Je dis à monsieur Dessein, en appuyant le bout de mon index sur sa poitrine : En vérité, si j’étois à votre place, je me piquerais d’honneur pour me défaire de cette désobligeante ; elle doit vous faire des reproches toutes les fois que vous en approchez.

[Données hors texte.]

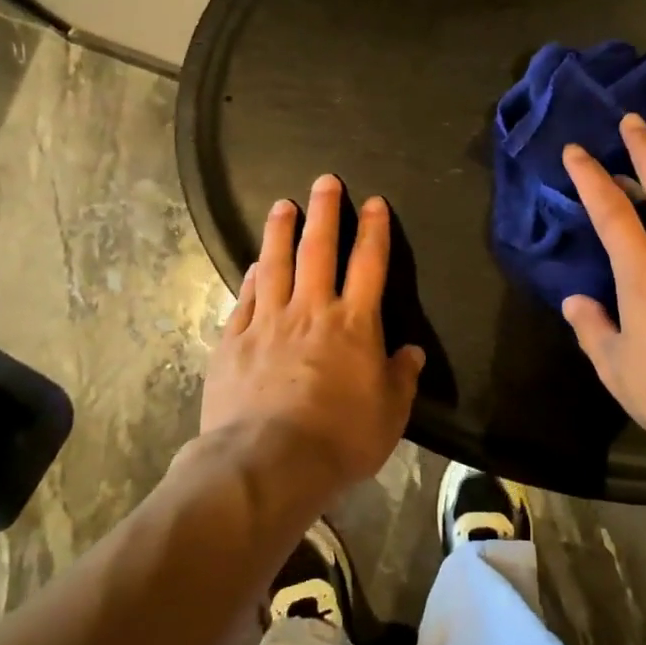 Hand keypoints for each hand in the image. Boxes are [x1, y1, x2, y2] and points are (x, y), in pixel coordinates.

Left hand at [201, 175, 424, 490]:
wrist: (268, 463)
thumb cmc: (339, 438)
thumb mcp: (389, 415)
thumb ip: (401, 378)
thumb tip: (411, 353)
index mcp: (354, 324)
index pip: (369, 264)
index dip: (374, 230)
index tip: (373, 202)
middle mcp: (311, 311)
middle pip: (319, 249)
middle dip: (325, 212)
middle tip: (325, 181)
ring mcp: (268, 322)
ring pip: (275, 264)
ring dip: (281, 231)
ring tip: (282, 204)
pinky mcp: (234, 341)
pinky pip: (245, 298)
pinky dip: (252, 277)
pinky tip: (254, 264)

Mon Dieu ! dit monsieur Dessein, je n’y ai aucun intérêt… Excepté, dis-je, l’intérêt que des hommes d’une certaine tournure d’esprit, monsieur Dessein, prennent dans leurs propres sensations… Je suis persuadé que pour un homme qui sent pour les autres aussi bien que pour lui-même, et vous vous déguisez inutilement ; je suis persuadé que chaque nuit pluvieuse vous fait de la peine… Vous souffrez, monsieur Dessein, autant que la machine.

J’ai toujours observé, lorsqu’il y a de l’aigre doux dans un compliment, qu’un Anglois est en doute s’il se fâchera ou non. Un François n’est jamais embarrassé : monsieur Dessein me salua.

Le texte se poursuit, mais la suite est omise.